+++ Data shown

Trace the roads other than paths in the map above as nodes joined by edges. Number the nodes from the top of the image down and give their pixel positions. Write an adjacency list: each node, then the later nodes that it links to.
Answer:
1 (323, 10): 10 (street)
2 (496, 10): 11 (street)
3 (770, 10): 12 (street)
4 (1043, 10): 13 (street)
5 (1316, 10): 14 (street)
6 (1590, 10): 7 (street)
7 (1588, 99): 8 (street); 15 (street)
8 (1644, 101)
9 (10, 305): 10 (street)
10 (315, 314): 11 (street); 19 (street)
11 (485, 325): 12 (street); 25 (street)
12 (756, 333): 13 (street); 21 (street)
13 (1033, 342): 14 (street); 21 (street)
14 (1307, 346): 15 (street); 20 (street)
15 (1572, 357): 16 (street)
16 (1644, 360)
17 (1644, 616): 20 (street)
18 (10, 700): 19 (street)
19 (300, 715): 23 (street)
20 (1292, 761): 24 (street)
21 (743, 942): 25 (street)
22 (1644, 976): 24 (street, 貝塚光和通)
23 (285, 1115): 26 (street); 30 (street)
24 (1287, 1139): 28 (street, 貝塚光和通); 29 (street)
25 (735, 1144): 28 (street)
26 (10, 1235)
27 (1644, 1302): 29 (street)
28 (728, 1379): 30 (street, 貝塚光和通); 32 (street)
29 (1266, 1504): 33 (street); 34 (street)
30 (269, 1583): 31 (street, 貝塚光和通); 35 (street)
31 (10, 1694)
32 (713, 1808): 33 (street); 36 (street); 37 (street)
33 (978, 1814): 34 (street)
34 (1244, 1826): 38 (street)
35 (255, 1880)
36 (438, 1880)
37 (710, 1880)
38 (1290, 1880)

++++++

Problem requirements:
Transcribe every entry exactly as it reads.

Response to this task:
Trace the roads other than paths in the map above as nodes joined by edges. Number the nodes from the top of the image down and give their pixel positions. Write an adjacency list: each node, then the later nodes that it links to.
Answer:
1 (323, 10): 10 (street)
2 (496, 10): 11 (street)
3 (770, 10): 12 (street)
4 (1043, 10): 13 (street)
5 (1316, 10): 14 (street)
6 (1590, 10): 7 (street)
7 (1588, 99): 8 (street); 15 (street)
8 (1644, 101)
9 (10, 305): 10 (street)
10 (315, 314): 11 (street); 19 (street)
11 (485, 325): 12 (street); 25 (street)
12 (756, 333): 13 (street); 21 (street)
13 (1033, 342): 14 (street); 21 (street)
14 (1307, 346): 15 (street); 20 (street)
15 (1572, 357): 16 (street)
16 (1644, 360)
17 (1644, 616): 20 (street)
18 (10, 700): 19 (street)
19 (300, 715): 23 (street)
20 (1292, 761): 24 (street)
21 (743, 942): 25 (street)
22 (1644, 976): 24 (street, 貝塚光和通)
23 (285, 1115): 26 (street); 30 (street)
24 (1287, 1139): 28 (street, 貝塚光和通); 29 (street)
25 (735, 1144): 28 (street)
26 (10, 1235)
27 (1644, 1302): 29 (street)
28 (728, 1379): 30 (street, 貝塚光和通); 32 (street)
29 (1266, 1504): 33 (street); 34 (street)
30 (269, 1583): 31 (street, 貝塚光和通); 35 (street)
31 (10, 1694)
32 (713, 1808): 33 (street); 36 (street); 37 (street)
33 (978, 1814): 34 (street)
34 (1244, 1826): 38 (street)
35 (255, 1880)
36 (438, 1880)
37 (710, 1880)
38 (1290, 1880)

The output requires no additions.